Top of GIVEN RECORDS

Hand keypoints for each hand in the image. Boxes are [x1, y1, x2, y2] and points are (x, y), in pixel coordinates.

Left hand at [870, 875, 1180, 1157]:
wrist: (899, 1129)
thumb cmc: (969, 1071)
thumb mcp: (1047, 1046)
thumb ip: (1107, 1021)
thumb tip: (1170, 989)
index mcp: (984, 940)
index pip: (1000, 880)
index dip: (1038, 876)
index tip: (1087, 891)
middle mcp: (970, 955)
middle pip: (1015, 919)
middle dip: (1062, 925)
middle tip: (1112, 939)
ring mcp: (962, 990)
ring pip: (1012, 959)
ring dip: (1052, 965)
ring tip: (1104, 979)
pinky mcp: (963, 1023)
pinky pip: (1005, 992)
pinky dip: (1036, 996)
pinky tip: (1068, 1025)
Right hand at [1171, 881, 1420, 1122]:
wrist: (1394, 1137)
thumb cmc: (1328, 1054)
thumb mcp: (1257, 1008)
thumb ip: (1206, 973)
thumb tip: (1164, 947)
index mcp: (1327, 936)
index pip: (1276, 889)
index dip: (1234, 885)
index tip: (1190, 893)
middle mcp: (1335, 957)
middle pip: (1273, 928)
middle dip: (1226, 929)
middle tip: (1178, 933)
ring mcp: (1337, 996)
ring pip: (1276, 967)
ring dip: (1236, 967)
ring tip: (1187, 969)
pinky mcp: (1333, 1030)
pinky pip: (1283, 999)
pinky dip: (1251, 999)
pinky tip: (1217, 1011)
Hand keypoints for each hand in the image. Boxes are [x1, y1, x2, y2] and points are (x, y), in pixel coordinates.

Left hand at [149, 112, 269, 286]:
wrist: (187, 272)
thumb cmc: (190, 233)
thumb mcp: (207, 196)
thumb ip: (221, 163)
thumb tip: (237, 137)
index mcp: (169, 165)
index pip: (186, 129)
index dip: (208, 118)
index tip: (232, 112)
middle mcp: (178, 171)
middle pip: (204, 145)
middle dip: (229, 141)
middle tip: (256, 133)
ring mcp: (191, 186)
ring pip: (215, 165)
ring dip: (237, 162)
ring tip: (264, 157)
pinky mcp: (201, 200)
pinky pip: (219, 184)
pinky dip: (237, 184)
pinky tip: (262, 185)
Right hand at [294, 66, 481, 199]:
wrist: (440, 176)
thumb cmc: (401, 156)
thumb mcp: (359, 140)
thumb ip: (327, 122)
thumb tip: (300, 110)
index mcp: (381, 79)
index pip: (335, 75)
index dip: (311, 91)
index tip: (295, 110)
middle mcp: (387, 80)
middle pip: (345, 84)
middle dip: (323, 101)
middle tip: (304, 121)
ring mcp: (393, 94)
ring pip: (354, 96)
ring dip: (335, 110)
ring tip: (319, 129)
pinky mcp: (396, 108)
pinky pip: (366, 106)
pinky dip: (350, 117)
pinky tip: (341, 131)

Bottom of GIVEN RECORDS

● **TASK DESCRIPTION**
Copy out each line of the material and keep every word unchanged.

● **RESPONSE FOR THIS EXERCISE**
Hand keypoints for each hand in the image. Boxes are [x1, y1, x2, y2] and points are (x, y), in pixel coordinates.

Left hand at [870, 875, 1180, 1157]:
wrist: (899, 1129)
thumb cmc: (969, 1071)
thumb mcp: (1047, 1046)
thumb ip: (1107, 1021)
thumb tip: (1170, 989)
index mcp: (984, 940)
index pip: (1000, 880)
index dip: (1038, 876)
index tip: (1087, 891)
middle mcp: (970, 955)
middle pip: (1015, 919)
middle dip: (1062, 925)
middle tip: (1112, 939)
ring mcp: (962, 990)
ring pip: (1012, 959)
ring dip: (1052, 965)
ring tip: (1104, 979)
pinky mcp: (963, 1023)
pinky pip: (1005, 992)
pinky dip: (1036, 996)
pinky tip: (1068, 1025)
Right hand at [1171, 881, 1420, 1122]:
wrist: (1394, 1137)
thumb cmc: (1328, 1054)
thumb mcp: (1257, 1008)
thumb ip: (1206, 973)
thumb tip: (1164, 947)
index mcp: (1327, 936)
index pip: (1276, 889)
index dip: (1234, 885)
index tip: (1190, 893)
middle mcp: (1335, 957)
middle pip: (1273, 928)
middle dip: (1226, 929)
middle tip: (1178, 933)
ring mcp: (1337, 996)
ring pip: (1276, 967)
ring dip: (1236, 967)
ring tip: (1187, 969)
pinky mcp: (1333, 1030)
pinky pip: (1283, 999)
pinky dip: (1251, 999)
pinky tip: (1217, 1011)
Hand keypoints for each hand in the image. Boxes are [x1, y1, x2, y2] and points are (x, y), in pixel coordinates.

Left hand at [149, 112, 269, 286]:
wrist: (187, 272)
thumb cmc: (190, 233)
thumb mcp: (207, 196)
thumb ip: (221, 163)
thumb tip: (237, 137)
index mcp: (169, 165)
index pip: (186, 129)
index dip: (208, 118)
index tip: (232, 112)
middle mcp: (178, 171)
middle pip: (204, 145)
middle dip: (229, 141)
middle tip: (256, 133)
ring mcp: (191, 186)
ring pip: (215, 165)
ring dip: (237, 162)
ring tip: (264, 157)
pinky mcp: (201, 200)
pinky pip: (219, 184)
pinky dip: (237, 184)
pinky tip: (262, 185)
Right hand at [294, 66, 481, 199]:
wrist: (440, 176)
thumb cmc: (401, 156)
thumb mcp: (359, 140)
thumb ip: (327, 122)
thumb tip: (300, 110)
index mcp: (381, 79)
index pip: (335, 75)
index dip: (311, 91)
index tip: (295, 110)
middle mcp: (387, 80)
middle pip: (345, 84)
middle dip: (323, 101)
middle tip: (304, 121)
ring mcp: (393, 94)
ring pip: (354, 96)
ring dip: (335, 110)
ring tip: (319, 129)
pinky mcp: (396, 108)
pinky pip: (366, 106)
pinky dip: (350, 117)
pinky tip: (341, 131)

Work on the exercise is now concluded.